What to work on -
Your answer consists of the lines in the data that contain "Edward". Copy each of them.

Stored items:
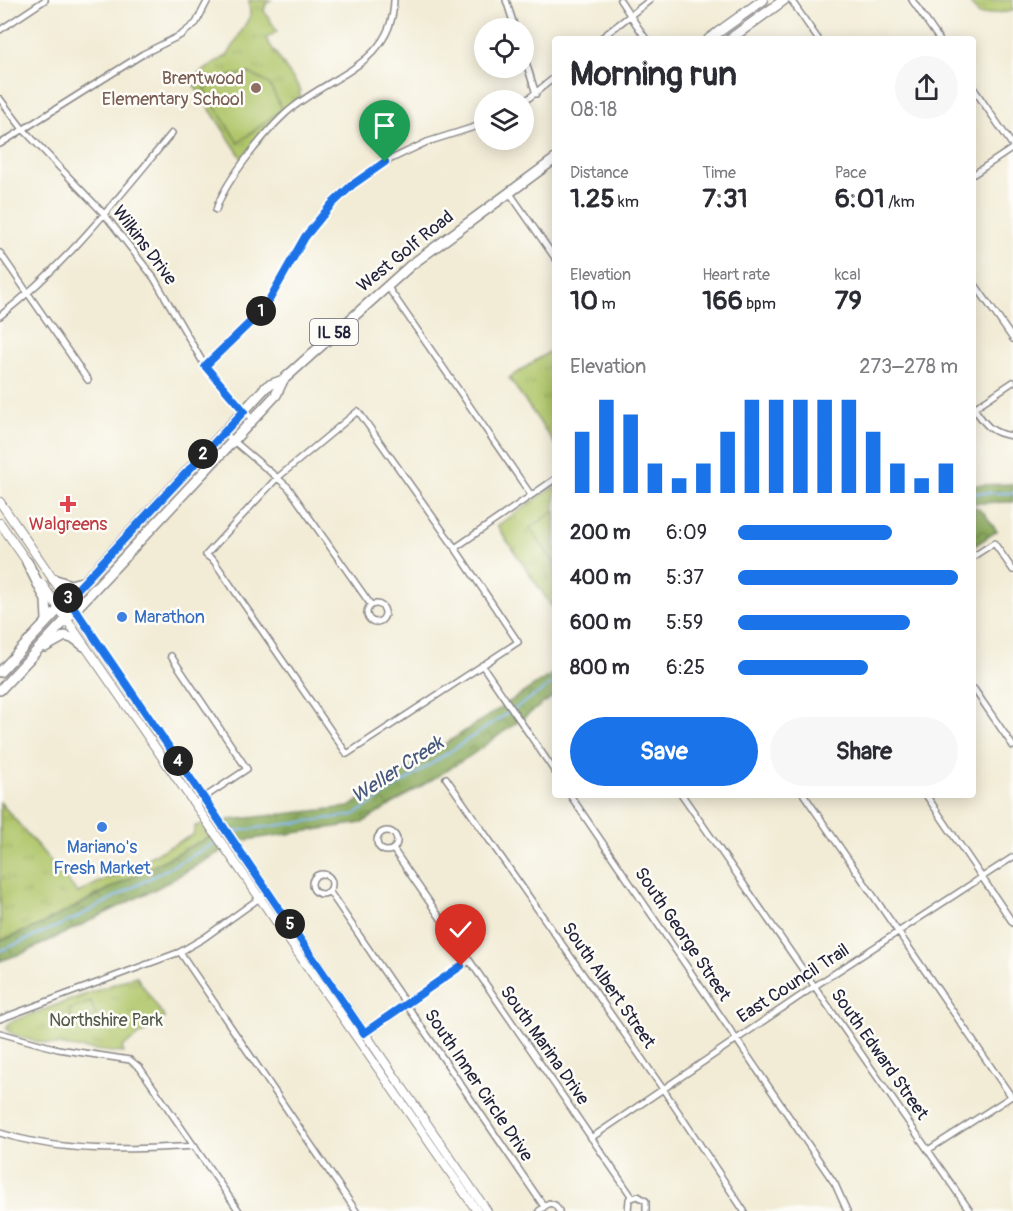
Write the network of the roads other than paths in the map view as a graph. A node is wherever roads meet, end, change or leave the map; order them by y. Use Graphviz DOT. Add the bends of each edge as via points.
graph roads {
  1 [pos="45,0"];
  2 [pos="208,0"];
  3 [pos="394,0"];
  4 [pos="506,0"];
  5 [pos="620,0"];
  6 [pos="650,0"];
  7 [pos="763,0"];
  8 [pos="784,0"];
  9 [pos="791,0"];
  10 [pos="912,0"];
  11 [pos="629,15"];
  12 [pos="512,18"];
  13 [pos="0,30"];
  14 [pos="604,36"];
  15 [pos="644,36"];
  16 [pos="713,36"];
  17 [pos="734,36"];
  18 [pos="816,36"];
  19 [pos="937,36"];
  20 [pos="531,78"];
  21 [pos="552,81"];
  22 [pos="976,92"];
  23 [pos="536,94"];
  24 [pos="0,99"];
  25 [pos="474,127"];
  26 [pos="22,128"];
  27 [pos="172,133"];
  28 [pos="0,144"];
  29 [pos="1013,147"];
  30 [pos="552,161"];
  31 [pos="976,173"];
  32 [pos="509,192"];
  33 [pos="216,210"];
  34 [pos="105,215"];
  35 [pos="0,253"];
  36 [pos="552,254"];
  37 [pos="387,286"];
  38 [pos="976,286"];
  39 [pos="27,295"];
  40 [pos="0,316"];
  41 [pos="1013,339"];
  42 [pos="205,366"];
  43 [pos="88,380"];
  44 [pos="283,380"];
  45 [pos="1013,382"];
  46 [pos="976,407"];
  47 [pos="244,411"];
  48 [pos="976,411"];
  49 [pos="252,419"];
  50 [pos="223,432"];
  51 [pos="1013,436"];
  52 [pos="232,441"];
  53 [pos="276,479"];
  54 [pos="552,481"];
  55 [pos="531,495"];
  56 [pos="0,502"];
  57 [pos="0,523"];
  58 [pos="455,548"];
  59 [pos="976,555"];
  60 [pos="27,562"];
  61 [pos="1013,570"];
  62 [pos="53,579"];
  63 [pos="85,581"];
  64 [pos="68,599"];
  65 [pos="371,605"];
  66 [pos="58,609"];
  67 [pos="75,610"];
  68 [pos="66,620"];
  69 [pos="47,621"];
  70 [pos="84,646"];
  71 [pos="171,656"];
  72 [pos="31,657"];
  73 [pos="482,665"];
  74 [pos="0,672"];
  75 [pos="0,690"];
  76 [pos="976,692"];
  77 [pos="1013,746"];
  78 [pos="552,768"];
  79 [pos="446,778"];
  80 [pos="572,798"];
  81 [pos="684,798"];
  82 [pos="806,798"];
  83 [pos="928,798"];
  84 [pos="200,801"];
  85 [pos="393,849"];
  86 [pos="1013,857"];
  87 [pos="982,878"];
  88 [pos="329,891"];
  89 [pos="265,894"];
  90 [pos="1013,923"];
  91 [pos="898,933"];
  92 [pos="180,952"];
  93 [pos="469,961"];
  94 [pos="815,986"];
  95 [pos="406,1004"];
  96 [pos="0,1019"];
  97 [pos="0,1033"];
  98 [pos="361,1035"];
  99 [pos="736,1038"];
  100 [pos="663,1089"];
  101 [pos="1012,1096"];
  102 [pos="0,1133"];
  103 [pos="591,1138"];
  104 [pos="195,1146"];
  105 [pos="928,1150"];
  106 [pos="632,1197"];
  107 [pos="541,1208"];
  108 [pos="239,1211"];
  109 [pos="356,1211"];
  110 [pos="477,1211"];
  111 [pos="487,1211"];
  112 [pos="559,1211"];
  113 [pos="628,1211"];
  114 [pos="646,1211"];
  115 [pos="744,1211"];
  116 [pos="847,1211"];
  117 [pos="970,1211"];
  1 -- 13 [label="street"];
  2 -- 26 [label="street" via="196,23 181,35"];
  3 -- 33 [label="street" via="390,28 372,54 358,68 295,105 258,143 219,199"];
  4 -- 12 [label="street"];
  5 -- 11 [label="street"];
  6 -- 11 [label="street"];
  7 -- 16 [label="main road"];
  8 -- 17 [label="main road"];
  9 -- 18 [label="street"];
  10 -- 19 [label="street"];
  11 -- 14 [label="street"];
  11 -- 15 [label="street"];
  20 -- 23 [label="street"];
  21 -- 23 [label="street"];
  22 -- 29 [label="street"];
  24 -- 26 [label="street, Wilkins Drive"];
  25 -- 42 [label="street" via="427,142 385,162 352,185 305,237 264,309"];
  26 -- 28 [label="street"];
  26 -- 34 [label="street, Wilkins Drive"];
  27 -- 34 [label="street"];
  29 -- 31 [label="street"];
  30 -- 32 [label="main road, West Golf Road / IL 58"];
  32 -- 36 [label="street"];
  32 -- 37 [label="main road, West Golf Road / IL 58"];
  34 -- 39 [label="street"];
  34 -- 42 [label="street, Wilkins Drive" via="154,278"];
  35 -- 39 [label="street"];
  37 -- 44 [label="main road, West Golf Road / IL 58"];
  37 -- 55 [label="street"];
  38 -- 41 [label="street"];
  39 -- 40 [label="street"];
  39 -- 43 [label="street"];
  42 -- 47 [label="street, Wilkins Drive"];
  44 -- 47 [label="main road, West Golf Road / IL 58" via="267,386"];
  44 -- 49 [label="main road, West Golf Road / IL 58" via="276,395"];
  45 -- 46 [label="street"];
  47 -- 49 [label="street, Wilkins Drive"];
  47 -- 50 [label="main road, West Golf Road / IL 58"];
  48 -- 51 [label="street" via="988,428"];
  49 -- 52 [label="main road, West Golf Road / IL 58"];
  50 -- 52 [label="street"];
  50 -- 63 [label="main road, West Golf Road / IL 58"];
  52 -- 53 [label="street"];
  52 -- 67 [label="main road, West Golf Road / IL 58"];
  53 -- 58 [label="street" via="358,411"];
  53 -- 65 [label="street" via="288,487"];
  53 -- 73 [label="street" via="206,555 214,561 347,754"];
  54 -- 55 [label="street"];
  55 -- 58 [label="street"];
  56 -- 62 [label="main road"];
  57 -- 60 [label="main road"];
  58 -- 73 [label="street" via="518,642"];
  59 -- 61 [label="street" via="994,543"];
  60 -- 66 [label="main road"];
  60 -- 69 [label="main road" via="49,607"];
  62 -- 63 [label="main road" via="70,585"];
  62 -- 64 [label="main road"];
  63 -- 64 [label="main road, West Golf Road / IL 58"];
  64 -- 66 [label="main road, IL 58"];
  64 -- 67 [label="main road"];
  66 -- 68 [label="main road"];
  66 -- 69 [label="main road, IL 58"];
  67 -- 68 [label="main road, IL 58"];
  67 -- 84 [label="main road"];
  68 -- 70 [label="main road"];
  68 -- 72 [label="main road, IL 58"];
  69 -- 74 [label="main road, IL 58"];
  70 -- 72 [label="main road" via="69,637 60,637"];
  70 -- 84 [label="main road"];
  71 -- 84 [label="street" via="247,769"];
  72 -- 75 [label="main road, IL 58"];
  73 -- 78 [label="street"];
  76 -- 77 [label="street"];
  79 -- 100 [label="street, South Albert Street"];
  80 -- 99 [label="street, South George Street"];
  81 -- 94 [label="street, South Edward Street"];
  82 -- 91 [label="street"];
  83 -- 87 [label="street"];
  84 -- 89 [label="main road"];
  85 -- 93 [label="street, South Marina Drive"];
  86 -- 87 [label="street, East Council Trail"];
  87 -- 90 [label="street"];
  87 -- 91 [label="street, East Council Trail"];
  88 -- 95 [label="street, South Inner Circle Drive"];
  89 -- 92 [label="street"];
  89 -- 98 [label="main road"];
  91 -- 94 [label="street, East Council Trail"];
  91 -- 101 [label="street"];
  92 -- 96 [label="street"];
  92 -- 109 [label="street"];
  93 -- 95 [label="street"];
  93 -- 103 [label="street, South Marina Drive"];
  94 -- 99 [label="street, East Council Trail"];
  94 -- 105 [label="street, South Edward Street"];
  95 -- 98 [label="street"];
  95 -- 107 [label="street, South Inner Circle Drive"];
  97 -- 104 [label="street" via="44,1046 130,1060 140,1068"];
  98 -- 110 [label="main road"];
  98 -- 111 [label="main road"];
  99 -- 100 [label="street, East Council Trail"];
  99 -- 116 [label="street, South George Street" via="836,1184"];
  100 -- 103 [label="street, East Council Trail"];
  100 -- 115 [label="street, South Albert Street"];
  101 -- 105 [label="street"];
  102 -- 104 [label="street" via="50,1146 121,1151"];
  103 -- 106 [label="street, South Marina Drive"];
  104 -- 108 [label="street"];
  105 -- 117 [label="street, South Edward Street"];
  106 -- 113 [label="street" via="627,1203"];
  106 -- 114 [label="street, South Marina Drive" via="644,1198"];
  107 -- 112 [label="street, South Inner Circle Drive" via="552,1204"];
}
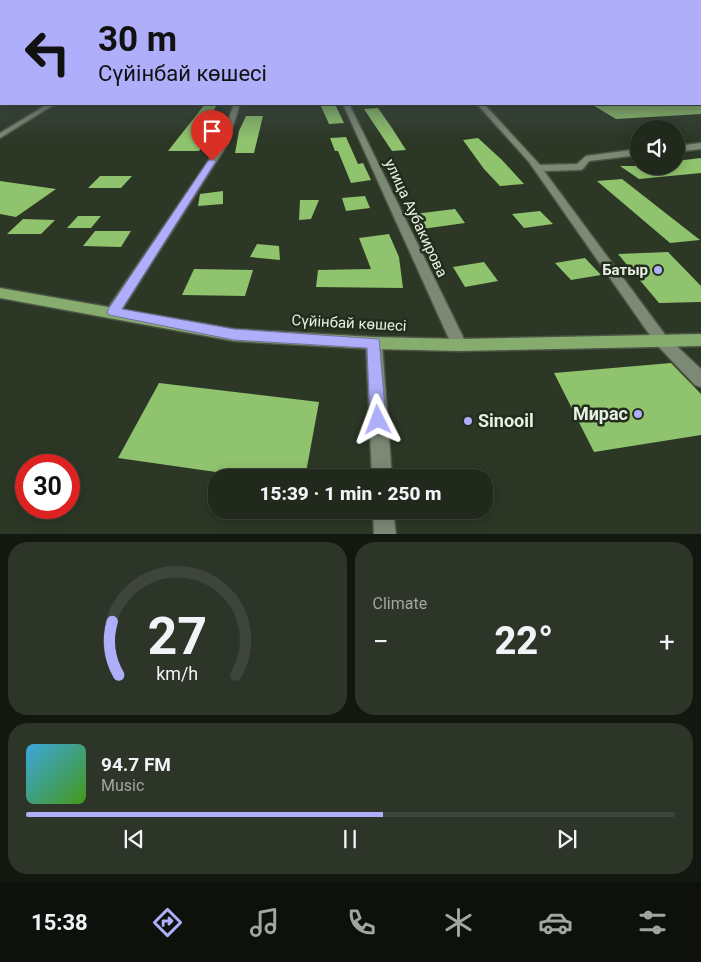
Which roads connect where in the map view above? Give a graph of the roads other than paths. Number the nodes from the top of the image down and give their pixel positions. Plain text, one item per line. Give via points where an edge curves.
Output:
1 (50, 105) edge
2 (237, 105) edge
3 (346, 105) edge
4 (481, 105) edge
5 (0, 136) edge
6 (701, 146) edge
7 (685, 148) edge
8 (630, 153) edge
9 (535, 164) junction
10 (0, 293) edge
11 (113, 312) junction
12 (661, 340) junction
13 (701, 340) edge
14 (374, 343) junction
15 (459, 345) junction
16 (701, 380) edge
17 (381, 469) edge
18 (384, 519) edge
19 (385, 534) edge

1 - 5 street
2 - 11 street via 223,145
3 - 15 street, улица Аубакирова
4 - 9 street
6 - 7 street
8 - 9 street via 586,159 580,167
9 - 12 street
10 - 11 main road, Сүйінбай көшесі
11 - 14 main road, Сүйінбай көшесі via 234,335
12 - 13 main road, Сүйінбай көшесі
12 - 15 main road, Сүйінбай көшесі
12 - 16 street
14 - 15 main road, Сүйінбай көшесі
14 - 17 street
18 - 19 street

Solution -
  81 -- 94 [label="street, South Edward Street"];
  94 -- 105 [label="street, South Edward Street"];
  105 -- 117 [label="street, South Edward Street"];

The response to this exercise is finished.